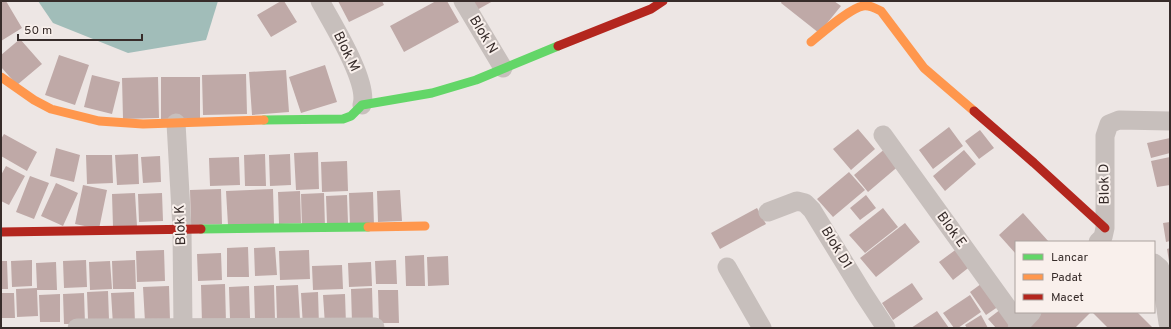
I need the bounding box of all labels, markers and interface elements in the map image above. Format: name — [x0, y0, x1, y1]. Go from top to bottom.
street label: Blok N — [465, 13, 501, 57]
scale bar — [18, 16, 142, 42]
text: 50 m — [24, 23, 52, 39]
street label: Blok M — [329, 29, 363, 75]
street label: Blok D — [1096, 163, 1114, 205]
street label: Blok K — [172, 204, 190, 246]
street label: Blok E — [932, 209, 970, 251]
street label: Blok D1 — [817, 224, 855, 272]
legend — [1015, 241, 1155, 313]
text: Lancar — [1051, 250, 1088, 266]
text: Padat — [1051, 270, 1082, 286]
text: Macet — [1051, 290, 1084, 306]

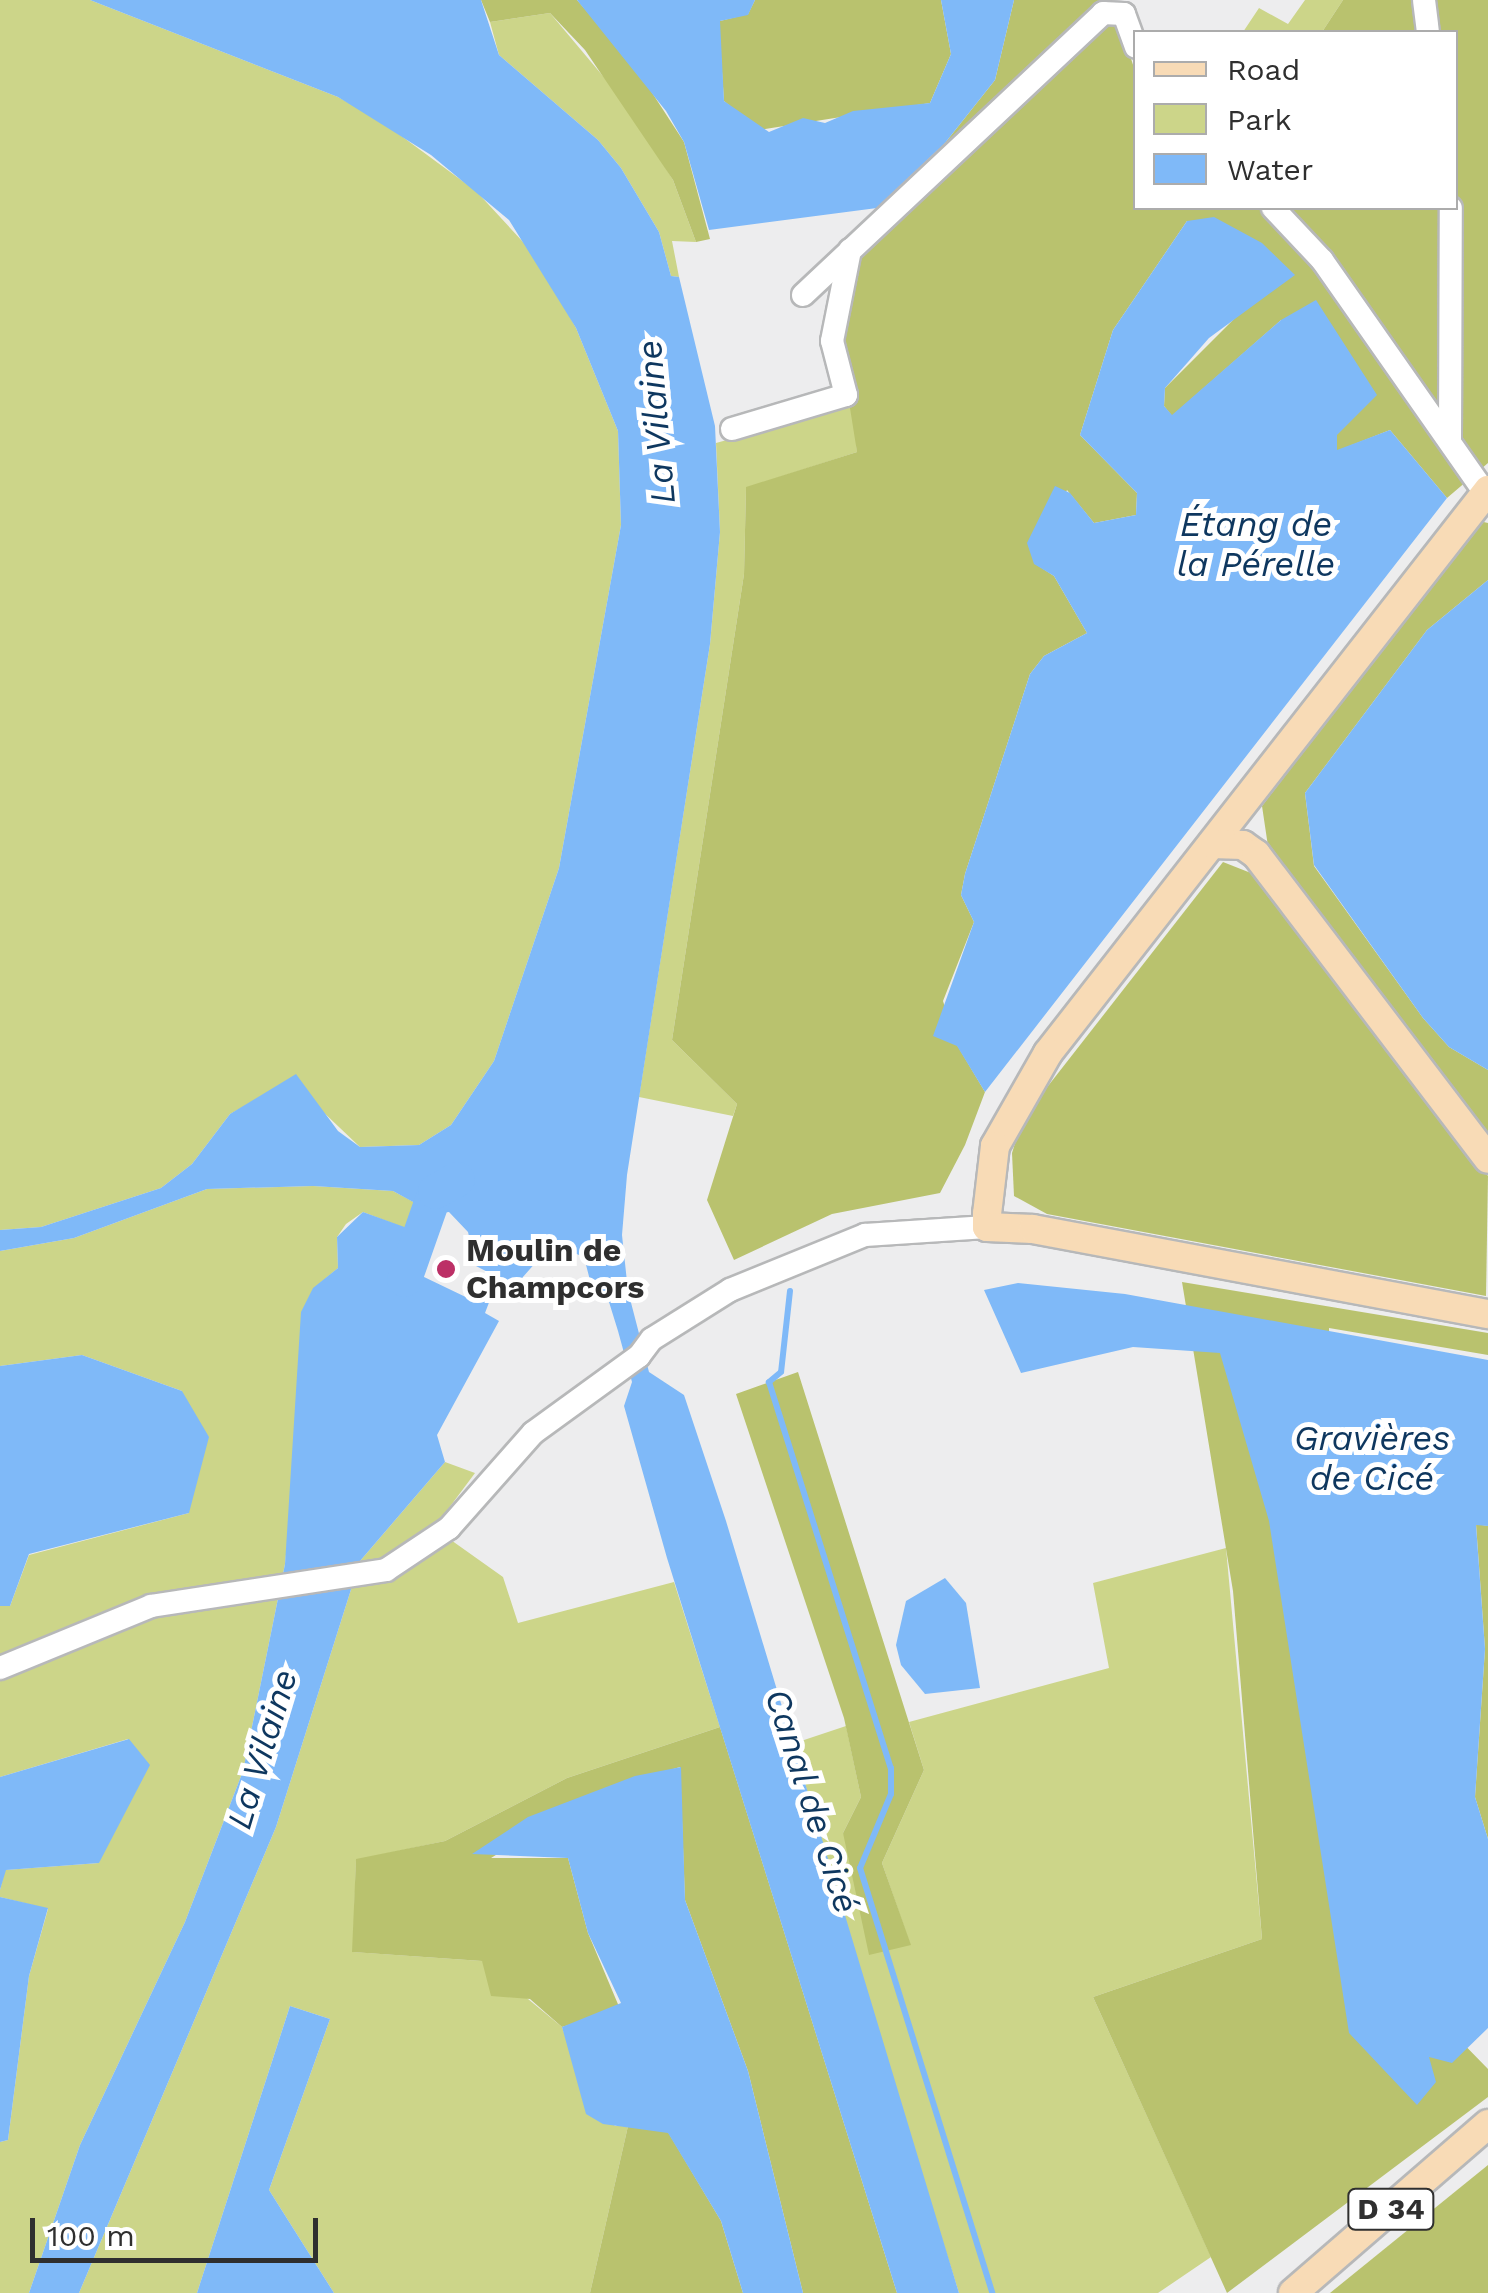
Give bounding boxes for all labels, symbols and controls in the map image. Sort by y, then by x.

...

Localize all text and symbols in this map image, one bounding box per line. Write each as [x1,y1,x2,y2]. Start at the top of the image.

## TO DO
Excerpt from the records above: set down only the lines from the one that contains "I need the bounding" through the one that contains "Give bounding boxes", inclusive, word for word. Pictures stay out.

## TASK RESPONSE
I need the bounding box of all labels, markers and interface elements in the map image above. Format: name — [x0, y0, x1, y1]. Go from top to bottom.
street label: Blok N — [465, 13, 501, 57]
scale bar — [18, 16, 142, 42]
text: 50 m — [24, 23, 52, 39]
street label: Blok M — [329, 29, 363, 75]
street label: Blok D — [1096, 163, 1114, 205]
street label: Blok K — [172, 204, 190, 246]
street label: Blok E — [932, 209, 970, 251]
street label: Blok D1 — [817, 224, 855, 272]
legend — [1015, 241, 1155, 313]
text: Lancar — [1051, 250, 1088, 266]
text: Padat — [1051, 270, 1082, 286]
text: Macet — [1051, 290, 1084, 306]

Give bounding boxes for all labels, symbols and controls in the map image. Sort by y, then by x.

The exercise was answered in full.